I have a large XML file with Orders and Onderlines which I want to (merge) join into a new destination. To join the two outputs I need to order them, but the sort transformation takes too much time. Is there a faster alternative?
|XML Source with two joined outputs|
The solution is surprisingly quite simple: the outputs are already sorted and you only have to tell SSIS that (Similar to a source with order by in the query).
For XML files with multiple levels (first for orders and second for orderlines) like below, SSIS will create two output ports.
The outputs will have an extra bigint column which allows you to connect the orderlines to the correct order.
|Two outputs with additional ID column|
Instead of using these ID columns in the SORT transformations, you can also use the advanced editor of the XML source to tell SSIS that these columns are already sorted.

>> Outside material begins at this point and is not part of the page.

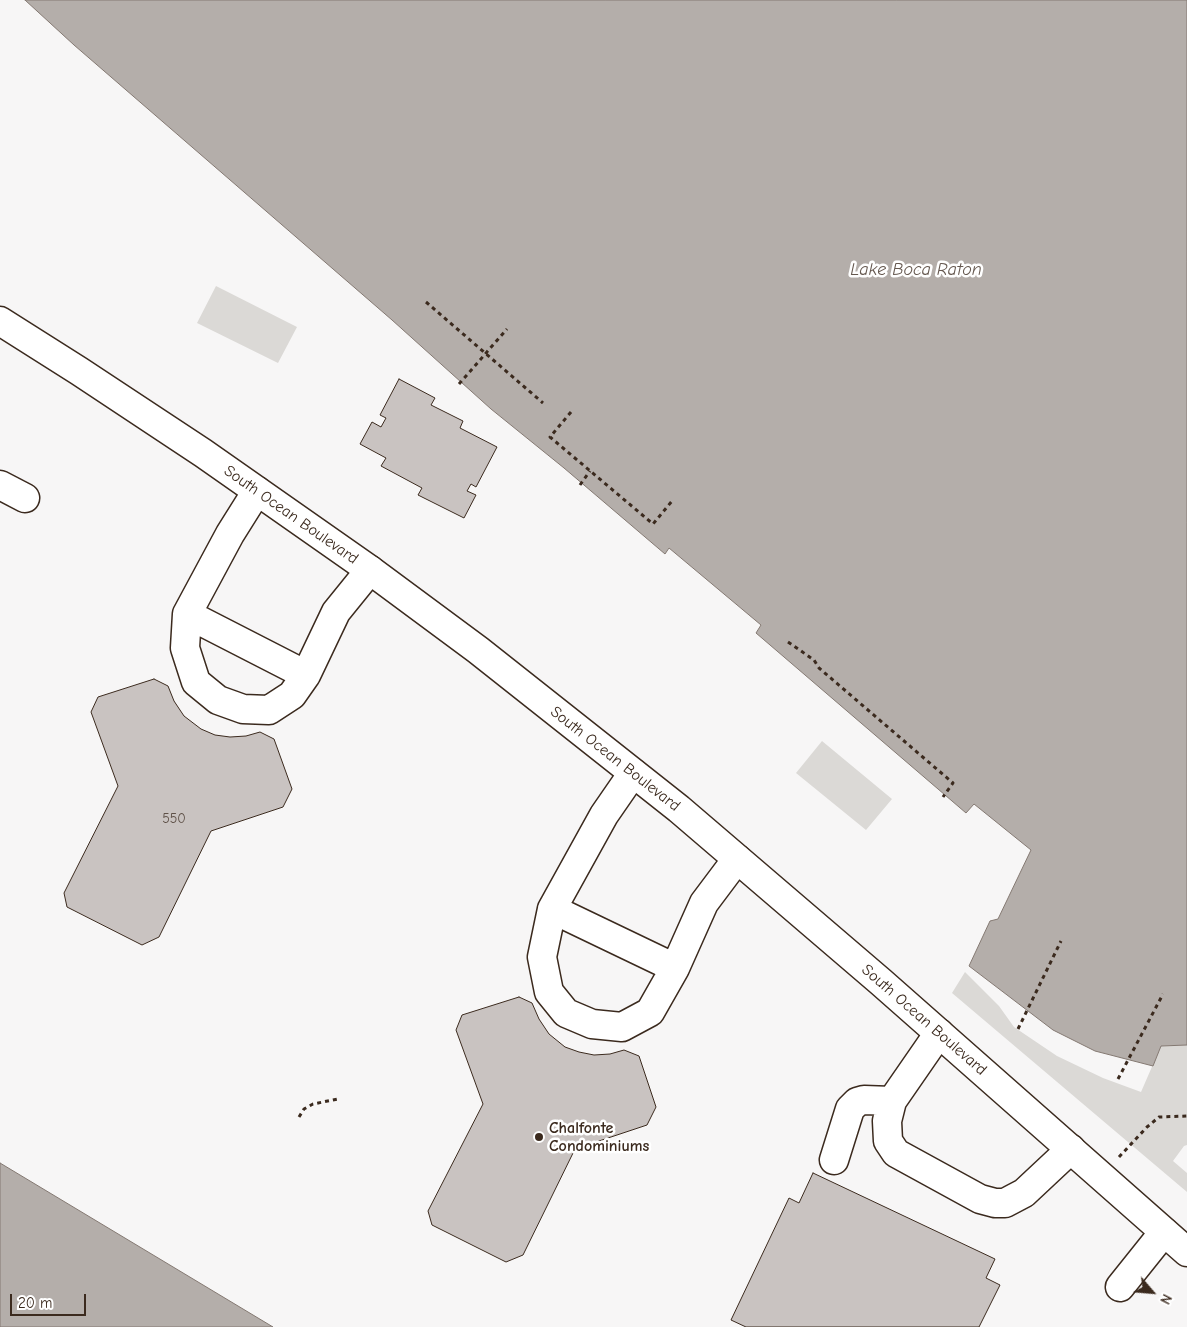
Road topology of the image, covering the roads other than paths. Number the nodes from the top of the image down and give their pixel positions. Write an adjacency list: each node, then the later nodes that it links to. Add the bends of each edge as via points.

Right click the XML source and choose 'Show Advanced Editor...'.
|Show Advanced Editor...|
Then go to the last page 'Input and Output Property' and select the Orderline output. In the properties of this output you can tell SSIS that the output is sorted.
|Set IsSorted to true|
Next expand OrderLine and then Output Columns and click on the additional ID column 'Order_Id'. In its properties locate the SortKeyPosition and change it from 0 to 1.
|Set SortKeyPosition to 1|
Repeat this for the second output called 'Order' and then close the advanced editor. If you still have the SORT transformations, you will notice the yellow triangle with the exclamation mark in it. It tells you that the data is already sorted and that you can remove the SORT transformations.
And if you edit the Data Flow Path and view the metadata you will see that the column is now sorted.
|Sorted! Remove the SORT transformations!|
The solution is very simple and perhaps this should have been the default sort key position anyway? It smells like a bug to me...